Der deutsche Titel ist eigentlich nicht ganz richtig, denn die Familie ist nicht 24 Stunden in der Gewalt von Bosworth, sondern eher anderthalb Tage. Da ist der Originaltitel „Desperate Hours“ passender, denn hoffnungslos sind die Stunden auf jeden Fall. Was vor allem an den Schauspielern liegt. Mickey Rourke und Anthony Hopkins liefern sich ein tolles Duell – sowohl physischer als auch psychologischer Art. Rourke spielt den Soziopathen mit dem passenden Mix aus Freundlichkeit und Gewalt. In der einen Sekunde redet er sanft auf Nora ein, in der nächsten rammt er ein Messer in den Tisch, knapp an Tims Hand vorbei. Und Anthony Hopkins… ist Anthony Hopkins. Ich glaube dieser Mann kann einfach nicht anders, als großartig zu schauspielern.

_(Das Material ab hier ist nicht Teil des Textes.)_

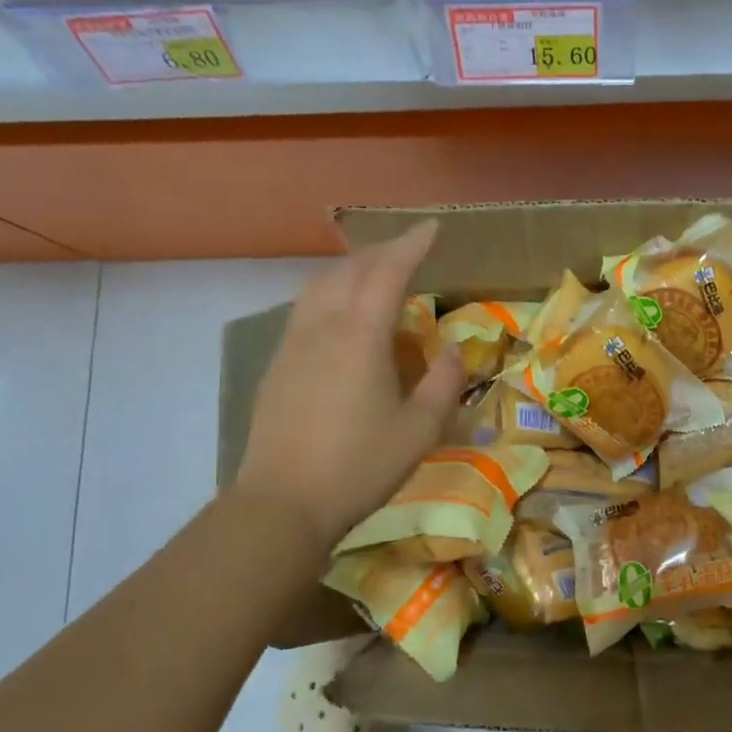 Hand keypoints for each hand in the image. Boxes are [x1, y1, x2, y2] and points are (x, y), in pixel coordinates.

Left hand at [235, 221, 464, 548]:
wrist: (282, 503)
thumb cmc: (359, 466)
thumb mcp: (420, 430)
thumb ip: (442, 384)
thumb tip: (454, 352)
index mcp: (361, 336)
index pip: (388, 272)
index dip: (412, 245)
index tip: (432, 227)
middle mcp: (323, 327)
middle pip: (350, 270)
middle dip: (382, 252)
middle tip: (409, 249)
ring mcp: (293, 344)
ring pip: (320, 285)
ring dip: (351, 268)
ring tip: (374, 273)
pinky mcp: (277, 365)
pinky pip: (305, 309)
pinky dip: (330, 293)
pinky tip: (340, 315) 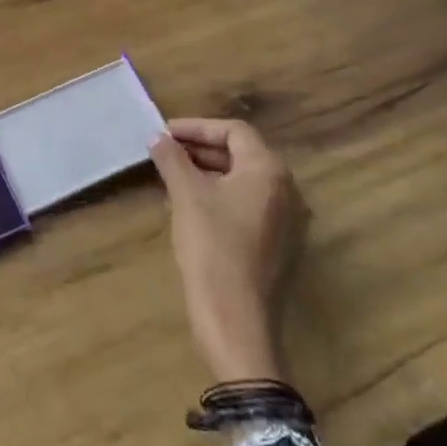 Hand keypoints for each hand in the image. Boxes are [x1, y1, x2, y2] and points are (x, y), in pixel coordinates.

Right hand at [149, 118, 307, 385]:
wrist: (236, 318)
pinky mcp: (280, 244)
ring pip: (246, 180)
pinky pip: (250, 204)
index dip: (197, 127)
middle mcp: (287, 189)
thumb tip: (158, 138)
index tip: (164, 133)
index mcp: (269, 171)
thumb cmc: (212, 247)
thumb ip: (172, 159)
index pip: (234, 131)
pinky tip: (192, 206)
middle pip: (243, 154)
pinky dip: (222, 195)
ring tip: (173, 176)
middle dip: (202, 149)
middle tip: (165, 151)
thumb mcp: (186, 196)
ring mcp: (288, 219)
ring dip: (210, 172) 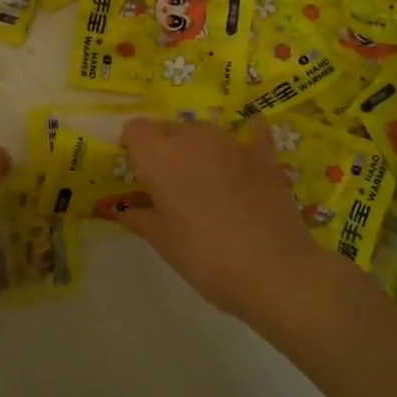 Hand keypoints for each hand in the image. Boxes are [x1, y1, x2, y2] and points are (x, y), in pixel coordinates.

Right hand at [117, 118, 322, 320]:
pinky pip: (252, 133)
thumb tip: (125, 212)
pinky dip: (247, 138)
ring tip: (206, 180)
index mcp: (159, 156)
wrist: (272, 269)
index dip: (134, 145)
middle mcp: (192, 138)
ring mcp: (231, 142)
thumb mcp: (163, 242)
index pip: (135, 129)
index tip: (138, 170)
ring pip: (205, 132)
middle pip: (170, 128)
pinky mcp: (263, 154)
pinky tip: (248, 149)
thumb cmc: (204, 256)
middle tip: (170, 184)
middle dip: (166, 148)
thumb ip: (140, 218)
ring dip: (199, 147) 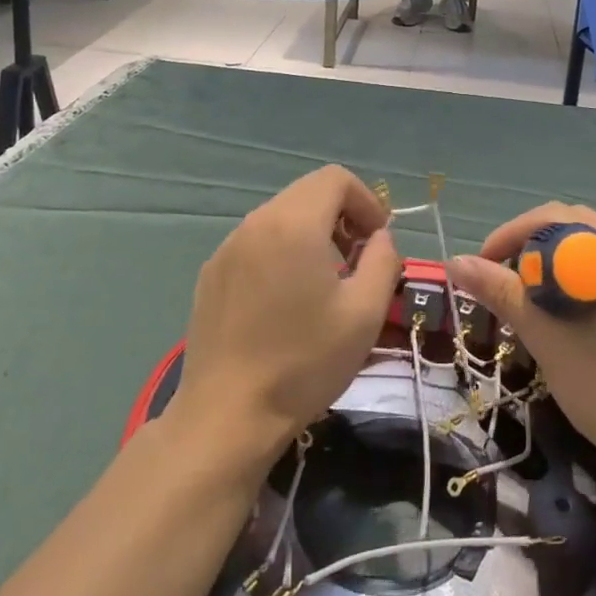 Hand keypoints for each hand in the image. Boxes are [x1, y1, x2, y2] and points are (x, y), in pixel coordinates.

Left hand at [170, 166, 403, 464]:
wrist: (226, 417)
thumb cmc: (304, 362)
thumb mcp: (365, 312)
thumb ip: (384, 260)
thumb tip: (379, 238)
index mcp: (294, 224)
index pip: (336, 178)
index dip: (366, 200)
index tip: (377, 240)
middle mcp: (256, 223)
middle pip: (308, 192)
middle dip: (342, 215)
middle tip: (358, 260)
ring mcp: (228, 248)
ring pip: (281, 216)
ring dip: (313, 232)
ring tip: (325, 280)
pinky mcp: (211, 274)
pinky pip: (257, 242)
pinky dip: (283, 250)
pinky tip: (287, 300)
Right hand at [449, 204, 595, 489]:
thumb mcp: (548, 339)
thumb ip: (503, 293)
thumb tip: (455, 262)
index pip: (559, 217)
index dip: (513, 233)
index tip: (483, 264)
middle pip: (576, 228)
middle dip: (531, 245)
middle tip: (501, 279)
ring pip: (592, 251)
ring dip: (553, 264)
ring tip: (525, 298)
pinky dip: (577, 282)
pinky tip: (562, 315) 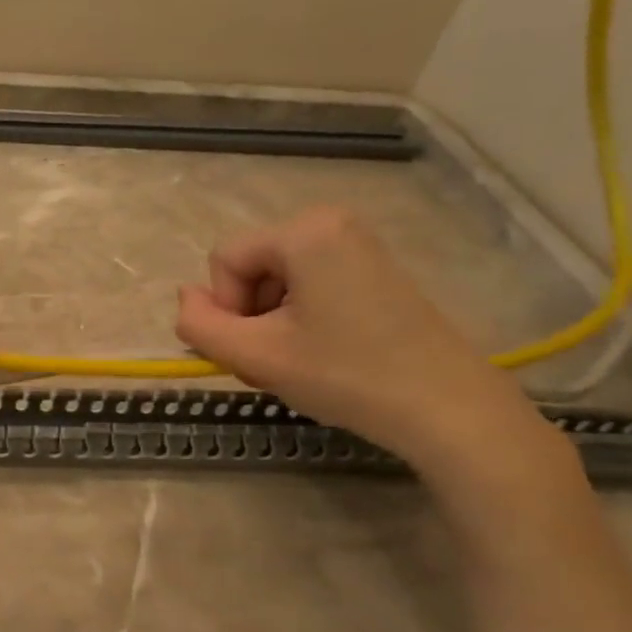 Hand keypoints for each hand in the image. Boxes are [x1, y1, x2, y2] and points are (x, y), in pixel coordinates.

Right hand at [174, 207, 555, 472]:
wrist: (447, 408)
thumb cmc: (345, 375)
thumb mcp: (255, 355)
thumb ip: (199, 325)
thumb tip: (184, 298)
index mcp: (304, 231)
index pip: (224, 261)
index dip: (225, 309)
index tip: (255, 348)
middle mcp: (331, 223)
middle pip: (249, 268)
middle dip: (248, 317)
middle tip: (273, 362)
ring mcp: (357, 245)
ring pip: (274, 281)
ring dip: (269, 324)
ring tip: (295, 363)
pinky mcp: (373, 270)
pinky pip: (307, 285)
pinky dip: (298, 320)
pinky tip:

Doch neben den beiden hat der Film relativ wenig zu bieten. Der Mittelteil ist sehr spannend, vor allem weil Hopkins und Rourke sich da austoben können. Doch der Film wirkt in seiner Gänze etwas unausgereift. Die Figuren sind alle sehr oberflächlich und teilweise in ihrem Tun sehr unverständlich. Ganz am Anfang hilft Michaels Anwältin, ihn aus dem Knast zu befreien. Sie wirkt die ganze Zeit sehr ängstlich, als hätte er sie bedroht und sie durch Gewalt dazu gebracht, ihm zu helfen. Aber im Laufe des Films wird klar, dass die beiden eine Beziehung haben und sie ihm aus Liebe geholfen hat. Als sie von der Polizei verhört wird, ist sie die eiskalte Blondine, zum Schluss aber wieder die verängstigte Frau, die sie am Anfang des Films war. Michaels Helfer, sein Bruder Wally und sein Kumpel Albert, sind da nicht viel besser. Vor allem Albert hätte eine tolle Figur werden können mit einer sehr guten Charakterentwicklung. Er ist anfangs der Kleinkriminelle, der in eine Sache verwickelt wird, der er nicht gewachsen ist. Deswegen ist er mit der Situation überfordert und lässt seinem Frust immer mehr freien Lauf, bis er schließlich einfach nicht mehr kann und weg will. Seine eigentlich tragische Geschichte wird aber nicht konsequent erzählt, sodass sich hier – wie mit der Figur der Anwältin – Logikfehler bilden und den Zuschauer eher ratlos lassen. Dadurch formt sich eine gewisse Barriere zwischen Zuschauer und Figur, die dazu führt, dass man mit Albert nicht mitfühlen kann.
Wären nur die Figuren unausgegoren, könnte man dem Film vielleicht noch etwas mehr abgewinnen. Aber der Film wirkt so, als wäre er gehetzt fertiggestellt worden. Manche Schnitte kommen sehr plötzlich rüber. Zum Beispiel wird eine brutale Szene fast in der Mitte abgehackt, um dann das FBI-Hauptquartier zu zeigen. Diese Sprünge wirken aber nicht wie ein Stilmittel, um etwa die beiden Handlungsstränge auf interessante Weise miteinander zu verknüpfen. Sie wirken eher, als hätte man auf die Schnelle den Film zusammengeschnitten. Was vielleicht auch stimmen mag, denn Gerüchten zufolge wurde die finale Version von Regisseur Michael Cimino von den Produzenten des Films auseinander genommen und nach ihren eigenen Vorstellung wieder zusammengefügt. Ob ein „Director’s Cut“ den Film zum Meisterwerk gemacht hätte… Who knows.

Fazit

„24 Stunden in seiner Gewalt“ wird in der Filmgeschichte kaum einen Platz finden. Dafür ist der Psychothriller zu hastig geschnitten und die Figuren zu oberflächlich. Trotzdem würde ich nicht sagen, dass ich meine Zeit damit verschwendet hätte, denn vor allem Anthony Hopkins und Mickey Rourke haben sehr gut zusammen gespielt. Man kann den Film gucken, muss man aber nicht.